Triangulation is another method of horizontal location made almost obsolete by GPS. With the triangulation method, distances, elevations and directions between objects at great distance from one another can be determined. Since the early days of surveying, this was the primary method of determining accurate positions of objects for topographic maps of large areas. A surveyor first needs to know the horizontal distance between two of the objects. Then the height, distances and angular position of other objects can be derived, as long as they are visible from one of the original objects. High-accuracy transits or theodolites were used for this work, and angles between objects were measured repeatedly for increased accuracy.
A German engineer surveying during the First World War, 1918As late as the 1990s, the basic tools used in planar surveying were a tape measure for determining shorter distances, a level to determine height or elevation differences, and a theodolite, set on a tripod, to measure angles (horizontal and vertical), combined with the process of triangulation. Starting from a position with known location and elevation, the distance and angles to the unknown point are measured.
A more modern instrument is a total station, which is a theodolite with an electronic distance measurement device (EDM). A total station can also be used for leveling when set to the horizontal plane. Since their introduction, total stations have made the technological shift from being optical-mechanical devices to being fully electronic with an onship computer and software as well as humans.
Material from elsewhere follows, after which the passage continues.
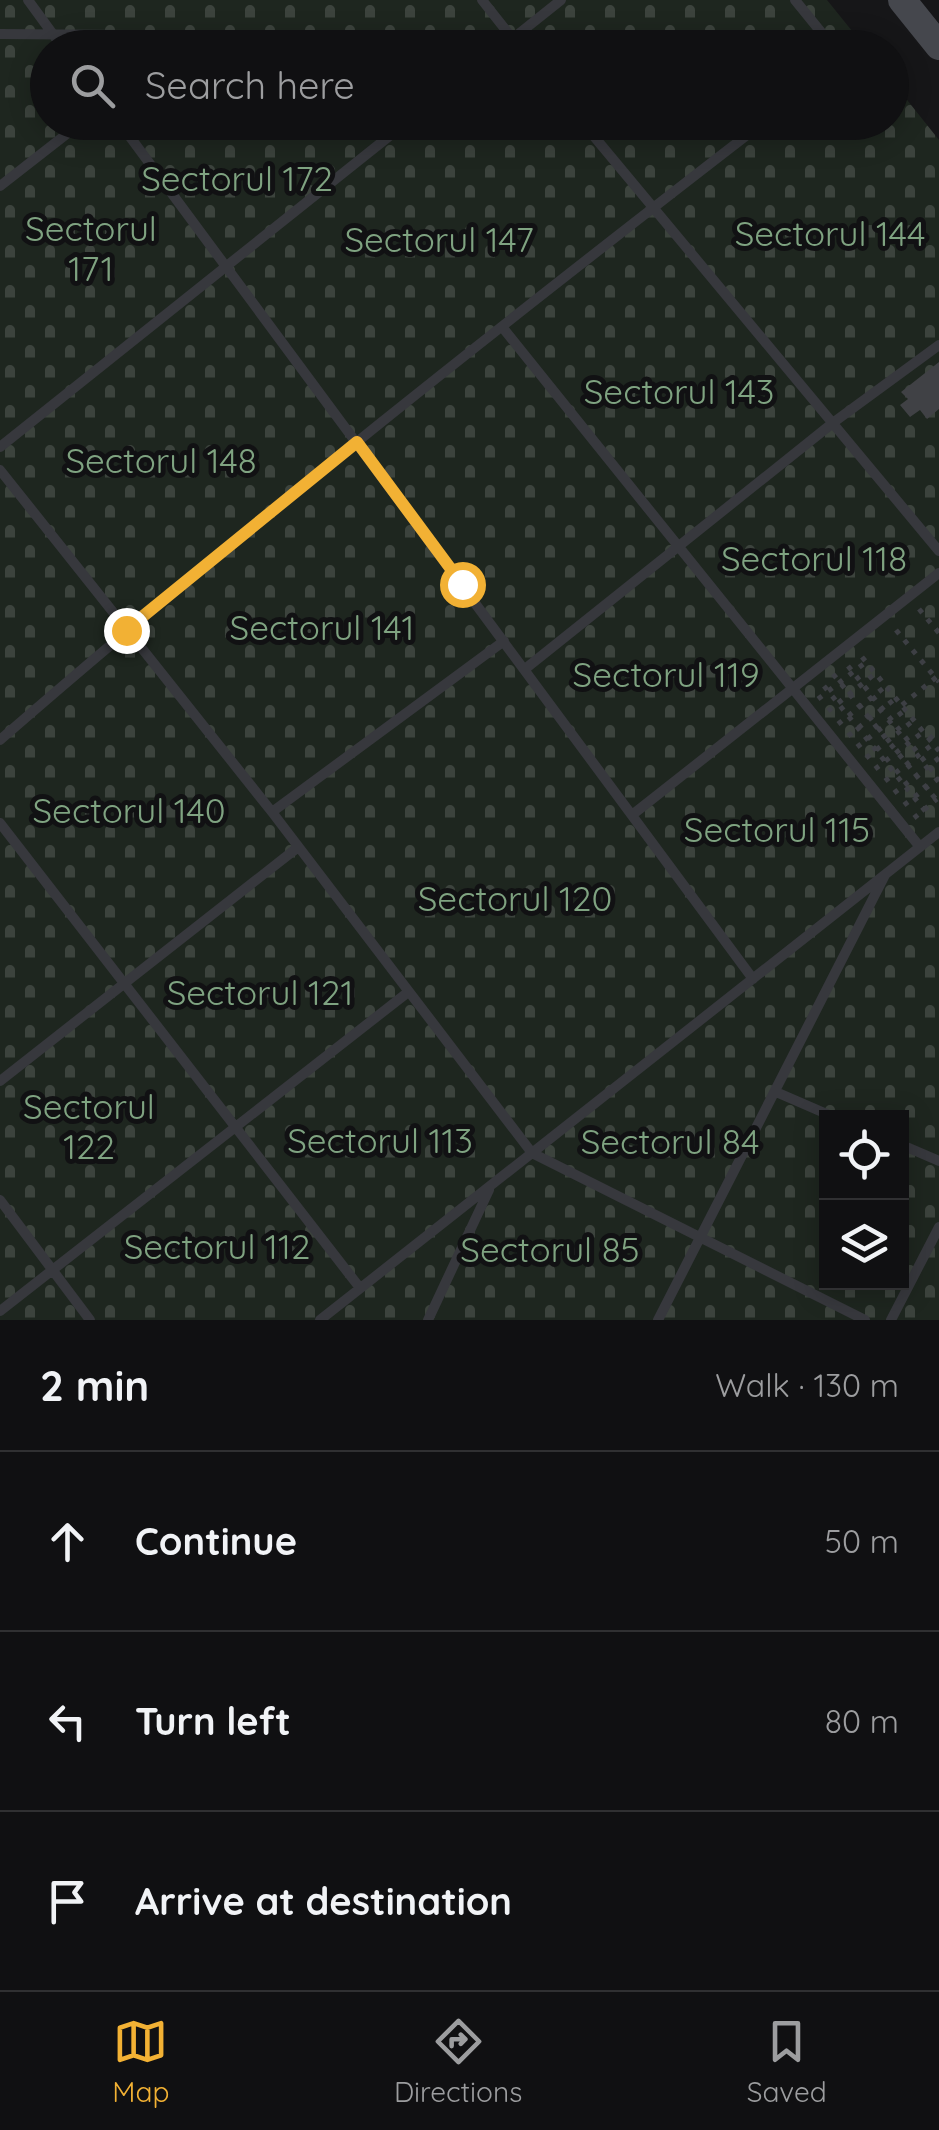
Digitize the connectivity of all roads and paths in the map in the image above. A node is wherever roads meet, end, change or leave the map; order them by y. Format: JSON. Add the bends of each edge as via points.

Modern top-of-the-line total stations no longer require a reflector or prism (used to return the light pulses used for distancing) to return distance measurements, are fully robotic, and can even e-mail point data to the office computer and connect to satellite positioning systems, such as a Global Positioning System (GPS). Though real-time kinematic GPS systems have increased the speed of surveying, they are still horizontally accurate to only about 20 mm and vertically accurate to about 30–40 mm.
Total stations are still used widely, along with other types of surveying instruments. However, GPS systems do not work well in areas with dense tree cover or constructions. One-person robotic-guided total stations allow surveyors to gather precise measurements without extra workers to look through and turn the telescope or record data. A faster but expensive way to measure large areas (not details, and no obstacles) is with a helicopter, equipped with a laser scanner, combined with a GPS to determine the position and elevation of the helicopter. To increase precision, beacons are placed on the ground (about 20 km (12 mi) apart). This method reaches precisions between 5–40 cm (depending on flight height).